Thursday, June 15, 2006

Lies of the state: Ramadi 2006

Developing massacre, information blackout

Except for a small article published in the Los Angeles Times last Sunday, we are getting no news about a major escalation in the US attack against the Iraqi city of Ramadi.

LA Times: The image pieced together from interviews with tribal leaders and fleeing families in recent weeks is one of a desperate population of 400,000 people trapped in the crossfire between insurgents and U.S. forces. Food and medical supplies are running low, prices for gas have soared because of shortages and municipal services have ground to a stop.

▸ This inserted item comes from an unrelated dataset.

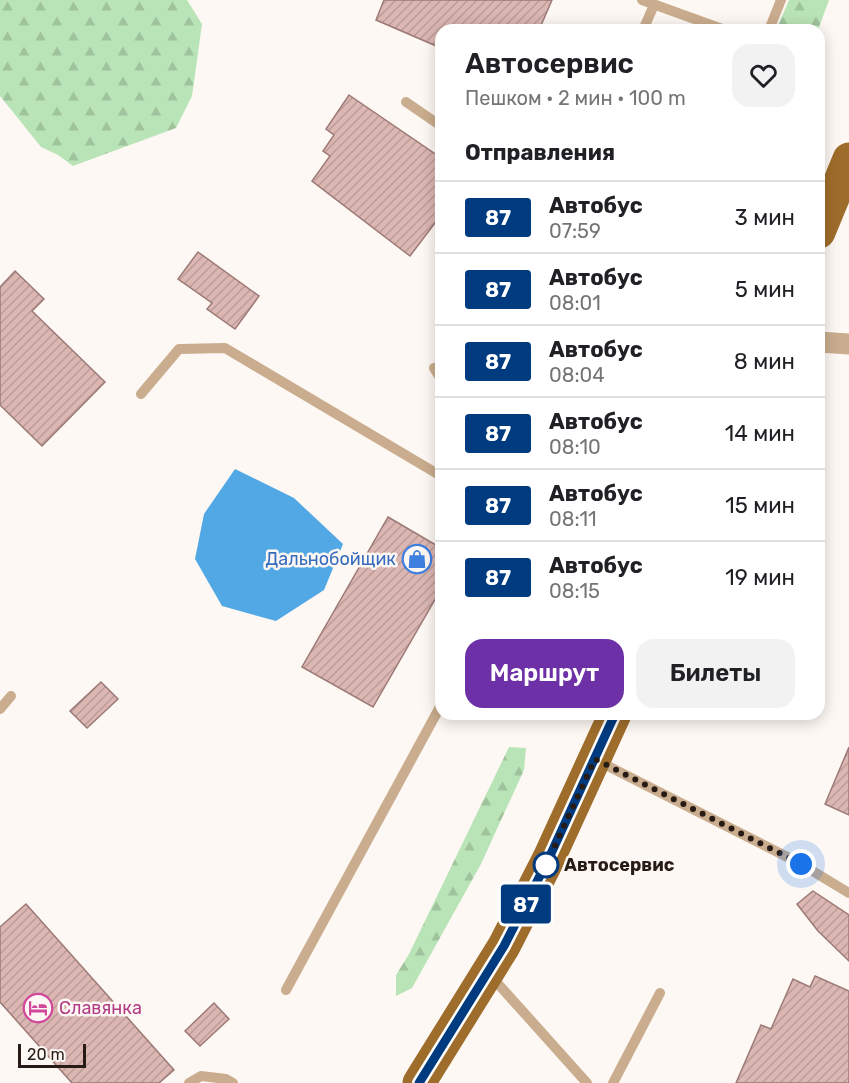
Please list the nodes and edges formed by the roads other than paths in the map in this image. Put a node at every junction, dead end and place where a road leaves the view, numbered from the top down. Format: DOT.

U.S. and Iraqi forces had cordoned off the city by Saturday, residents and Iraqi officials said. Airstrikes on several residential areas picked up, and troops took to the streets with loudspeakers to warn civilians of a fierce impending attack, Ramadi police Capt. Tahseen Dulaimi said.
Smashing of the city over the last week was described further in a posting at Free Iraq, a website sympathetic to Iraqi anti-colonial resistance, past and present:
Islam Memo: (Saturday June 10, 2006, 9 at morning) ``A full scale American attack on Ramadi has commenced and fierce fighting is taking place in most districts of Ramadi. American helicopters withdrew from the area after one of them was hit by Resistance fire but was not downed. American fighter planes are now taking part in the offensive.''
Flashpoints carried an interview yesterday evening with Rana, an independent Iraqi journalist now in Amman, Jordan and who was in Falluja during its destruction in late 2004.
Rana: [In second siege of Falluja in 2004] ...the Americans were shooting everywhere... they were shooting not at specific things, but everything that was moving in the streets. And the signs... It's similar, the same signs that we did have at this stage before they started the siege of Ramadi. First, they start with the airstrikes that destroy more houses and more buildings... And what they did at Falluja, the first thing they did at Falluja General Hospital... [they] arrested the doctors and patients, even some people who had surgery at this time. The entered the operation room and arrested them.
Rana goes on to describe the continuing and totally unreported humanitarian disaster that continues to this day concerning the internally displaced people from Falluja. Perhaps hundreds of thousands of people from Ramadi now face this fate.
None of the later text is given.